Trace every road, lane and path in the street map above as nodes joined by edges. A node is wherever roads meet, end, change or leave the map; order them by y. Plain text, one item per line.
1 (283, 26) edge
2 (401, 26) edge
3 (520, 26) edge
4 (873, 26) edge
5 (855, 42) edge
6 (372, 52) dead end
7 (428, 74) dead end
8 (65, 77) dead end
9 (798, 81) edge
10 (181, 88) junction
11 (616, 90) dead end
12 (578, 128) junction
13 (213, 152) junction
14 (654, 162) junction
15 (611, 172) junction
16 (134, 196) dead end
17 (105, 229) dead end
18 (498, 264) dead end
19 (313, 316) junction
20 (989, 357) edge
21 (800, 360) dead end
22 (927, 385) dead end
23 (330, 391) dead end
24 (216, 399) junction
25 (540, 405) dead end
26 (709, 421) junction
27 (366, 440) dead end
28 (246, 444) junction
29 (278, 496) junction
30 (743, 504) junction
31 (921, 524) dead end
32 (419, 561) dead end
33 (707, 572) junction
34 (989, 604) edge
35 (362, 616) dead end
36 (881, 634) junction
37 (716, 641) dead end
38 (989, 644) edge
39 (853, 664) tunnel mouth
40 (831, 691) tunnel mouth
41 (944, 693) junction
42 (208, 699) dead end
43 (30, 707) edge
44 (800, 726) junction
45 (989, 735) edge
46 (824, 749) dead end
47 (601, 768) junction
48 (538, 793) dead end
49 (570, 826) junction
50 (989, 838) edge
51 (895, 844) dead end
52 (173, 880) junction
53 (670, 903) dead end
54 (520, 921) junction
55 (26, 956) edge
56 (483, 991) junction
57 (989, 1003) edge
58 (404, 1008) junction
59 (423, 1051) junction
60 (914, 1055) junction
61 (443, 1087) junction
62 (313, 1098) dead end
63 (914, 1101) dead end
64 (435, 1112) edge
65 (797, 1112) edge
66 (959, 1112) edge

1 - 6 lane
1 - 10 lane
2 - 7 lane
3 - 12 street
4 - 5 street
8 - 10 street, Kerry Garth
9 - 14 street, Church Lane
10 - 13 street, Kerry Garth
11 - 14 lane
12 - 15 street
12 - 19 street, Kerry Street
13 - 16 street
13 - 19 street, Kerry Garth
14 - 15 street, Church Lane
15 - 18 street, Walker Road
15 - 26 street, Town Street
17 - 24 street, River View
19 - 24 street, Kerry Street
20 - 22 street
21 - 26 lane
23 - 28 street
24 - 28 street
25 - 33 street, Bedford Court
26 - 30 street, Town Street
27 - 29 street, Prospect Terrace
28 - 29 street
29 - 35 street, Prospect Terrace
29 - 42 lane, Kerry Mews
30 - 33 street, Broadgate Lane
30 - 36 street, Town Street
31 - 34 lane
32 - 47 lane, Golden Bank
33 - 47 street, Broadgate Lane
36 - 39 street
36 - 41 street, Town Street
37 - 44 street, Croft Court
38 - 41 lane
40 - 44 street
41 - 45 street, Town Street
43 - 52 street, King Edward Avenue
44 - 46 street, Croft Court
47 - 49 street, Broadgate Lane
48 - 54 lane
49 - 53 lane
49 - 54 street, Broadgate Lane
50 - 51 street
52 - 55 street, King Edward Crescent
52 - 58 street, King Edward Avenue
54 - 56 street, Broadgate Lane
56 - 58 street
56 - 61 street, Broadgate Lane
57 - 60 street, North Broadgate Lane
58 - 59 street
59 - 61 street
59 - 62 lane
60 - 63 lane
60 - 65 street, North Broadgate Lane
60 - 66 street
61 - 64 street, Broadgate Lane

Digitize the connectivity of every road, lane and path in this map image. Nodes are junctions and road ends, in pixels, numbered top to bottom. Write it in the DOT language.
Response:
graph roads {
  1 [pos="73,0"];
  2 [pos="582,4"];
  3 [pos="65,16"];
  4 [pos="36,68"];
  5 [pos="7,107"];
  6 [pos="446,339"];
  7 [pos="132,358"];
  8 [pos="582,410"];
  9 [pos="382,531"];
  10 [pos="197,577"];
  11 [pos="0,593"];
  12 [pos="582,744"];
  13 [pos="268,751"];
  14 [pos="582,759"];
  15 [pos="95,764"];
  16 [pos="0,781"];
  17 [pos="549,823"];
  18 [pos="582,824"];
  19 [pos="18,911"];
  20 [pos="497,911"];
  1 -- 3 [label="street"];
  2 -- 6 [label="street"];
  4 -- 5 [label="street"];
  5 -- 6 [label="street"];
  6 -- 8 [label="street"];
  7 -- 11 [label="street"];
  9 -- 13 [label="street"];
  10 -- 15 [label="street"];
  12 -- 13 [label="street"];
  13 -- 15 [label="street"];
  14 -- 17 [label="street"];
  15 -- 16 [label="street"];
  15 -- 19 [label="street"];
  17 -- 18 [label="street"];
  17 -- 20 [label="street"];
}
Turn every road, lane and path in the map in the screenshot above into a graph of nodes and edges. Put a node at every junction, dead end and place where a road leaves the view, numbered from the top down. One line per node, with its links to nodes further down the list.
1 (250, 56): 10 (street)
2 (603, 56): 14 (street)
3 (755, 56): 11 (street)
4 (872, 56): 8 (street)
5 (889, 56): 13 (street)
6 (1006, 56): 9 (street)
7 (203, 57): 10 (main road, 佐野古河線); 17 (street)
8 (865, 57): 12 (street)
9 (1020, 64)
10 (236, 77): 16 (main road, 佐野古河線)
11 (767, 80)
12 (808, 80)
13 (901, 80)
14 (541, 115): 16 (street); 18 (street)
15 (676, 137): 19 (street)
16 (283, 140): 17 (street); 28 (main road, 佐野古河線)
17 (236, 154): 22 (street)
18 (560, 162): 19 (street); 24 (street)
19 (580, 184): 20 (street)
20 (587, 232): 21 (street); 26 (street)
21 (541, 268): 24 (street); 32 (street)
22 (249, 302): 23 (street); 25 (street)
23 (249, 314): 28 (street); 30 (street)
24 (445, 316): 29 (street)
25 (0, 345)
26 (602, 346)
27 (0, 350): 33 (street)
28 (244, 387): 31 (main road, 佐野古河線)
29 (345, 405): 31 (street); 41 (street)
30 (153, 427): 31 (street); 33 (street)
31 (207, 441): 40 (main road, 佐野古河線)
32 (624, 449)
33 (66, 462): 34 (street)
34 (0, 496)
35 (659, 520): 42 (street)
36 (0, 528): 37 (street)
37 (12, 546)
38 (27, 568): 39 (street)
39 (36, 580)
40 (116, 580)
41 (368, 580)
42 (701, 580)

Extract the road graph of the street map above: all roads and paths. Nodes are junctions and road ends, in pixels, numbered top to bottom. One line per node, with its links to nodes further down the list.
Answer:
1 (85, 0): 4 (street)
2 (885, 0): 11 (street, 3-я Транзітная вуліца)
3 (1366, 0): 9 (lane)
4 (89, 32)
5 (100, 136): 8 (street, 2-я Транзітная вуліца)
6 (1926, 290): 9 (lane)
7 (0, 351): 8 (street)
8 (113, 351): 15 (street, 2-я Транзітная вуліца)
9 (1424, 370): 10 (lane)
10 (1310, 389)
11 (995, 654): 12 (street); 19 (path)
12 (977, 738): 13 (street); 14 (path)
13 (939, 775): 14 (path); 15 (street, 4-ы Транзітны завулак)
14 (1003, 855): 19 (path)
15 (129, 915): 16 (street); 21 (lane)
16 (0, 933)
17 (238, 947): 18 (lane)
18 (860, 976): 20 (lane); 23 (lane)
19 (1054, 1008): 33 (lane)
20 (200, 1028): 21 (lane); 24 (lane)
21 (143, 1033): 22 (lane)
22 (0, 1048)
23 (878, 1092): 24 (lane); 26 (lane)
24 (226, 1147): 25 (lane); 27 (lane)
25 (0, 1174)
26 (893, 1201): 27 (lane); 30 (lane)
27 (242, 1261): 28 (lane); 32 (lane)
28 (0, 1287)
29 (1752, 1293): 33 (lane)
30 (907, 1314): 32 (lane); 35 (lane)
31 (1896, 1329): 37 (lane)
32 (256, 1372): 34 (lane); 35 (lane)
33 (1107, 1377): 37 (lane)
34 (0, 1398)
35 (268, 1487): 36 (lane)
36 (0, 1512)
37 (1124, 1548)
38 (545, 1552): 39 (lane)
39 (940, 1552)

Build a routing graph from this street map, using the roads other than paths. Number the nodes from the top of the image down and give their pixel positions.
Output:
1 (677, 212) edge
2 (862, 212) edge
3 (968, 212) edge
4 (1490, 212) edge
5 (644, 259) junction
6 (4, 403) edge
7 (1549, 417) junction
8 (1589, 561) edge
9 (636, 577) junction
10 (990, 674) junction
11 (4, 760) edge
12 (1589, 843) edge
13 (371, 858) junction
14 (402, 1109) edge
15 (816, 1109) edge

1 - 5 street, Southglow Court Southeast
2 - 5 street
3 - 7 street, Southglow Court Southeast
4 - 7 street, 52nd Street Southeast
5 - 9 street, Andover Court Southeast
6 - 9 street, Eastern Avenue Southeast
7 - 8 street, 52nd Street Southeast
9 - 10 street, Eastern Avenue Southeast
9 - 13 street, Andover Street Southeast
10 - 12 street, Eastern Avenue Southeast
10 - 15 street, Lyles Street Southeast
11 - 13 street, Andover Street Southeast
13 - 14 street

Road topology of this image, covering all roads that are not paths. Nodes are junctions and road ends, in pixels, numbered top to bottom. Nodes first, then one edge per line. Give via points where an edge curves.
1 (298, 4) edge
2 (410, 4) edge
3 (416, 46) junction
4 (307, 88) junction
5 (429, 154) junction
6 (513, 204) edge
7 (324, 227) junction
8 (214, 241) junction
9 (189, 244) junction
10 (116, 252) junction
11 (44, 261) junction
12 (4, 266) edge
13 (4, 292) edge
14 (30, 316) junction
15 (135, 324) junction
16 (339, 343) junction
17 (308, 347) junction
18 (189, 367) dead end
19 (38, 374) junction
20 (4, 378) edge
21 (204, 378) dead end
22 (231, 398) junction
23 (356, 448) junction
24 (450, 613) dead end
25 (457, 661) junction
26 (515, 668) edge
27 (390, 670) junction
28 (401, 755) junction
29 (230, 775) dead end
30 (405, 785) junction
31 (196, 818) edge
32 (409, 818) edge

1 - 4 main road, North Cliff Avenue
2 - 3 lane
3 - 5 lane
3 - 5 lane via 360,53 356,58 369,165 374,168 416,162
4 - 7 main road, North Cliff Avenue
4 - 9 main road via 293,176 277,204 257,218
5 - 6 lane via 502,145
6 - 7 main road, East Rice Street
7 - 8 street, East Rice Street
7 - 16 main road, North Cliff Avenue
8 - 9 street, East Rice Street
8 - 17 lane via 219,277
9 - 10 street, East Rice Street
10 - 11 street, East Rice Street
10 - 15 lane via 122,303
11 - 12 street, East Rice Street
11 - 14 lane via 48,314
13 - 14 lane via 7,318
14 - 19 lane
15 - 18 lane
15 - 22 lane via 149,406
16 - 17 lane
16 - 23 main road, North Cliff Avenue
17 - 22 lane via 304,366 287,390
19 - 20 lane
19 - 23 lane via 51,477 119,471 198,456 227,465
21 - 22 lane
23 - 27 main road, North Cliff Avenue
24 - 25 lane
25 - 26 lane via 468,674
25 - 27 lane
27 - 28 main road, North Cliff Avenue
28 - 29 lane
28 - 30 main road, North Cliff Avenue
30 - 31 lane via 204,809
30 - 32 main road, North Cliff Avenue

What the task asks: Go through the records above. Copy each line in which the string "image" appears.

Written response:
Digitize the connectivity of every road, lane and path in this map image. Nodes are junctions and road ends, in pixels, numbered top to bottom. Write it in the DOT language.
Build a routing graph from this street map, using the roads other than paths. Number the nodes from the top of the image down and give their pixel positions.
Road topology of this image, covering all roads that are not paths. Nodes are junctions and road ends, in pixels, numbered top to bottom. Nodes first, then one edge per line. Give via points where an edge curves.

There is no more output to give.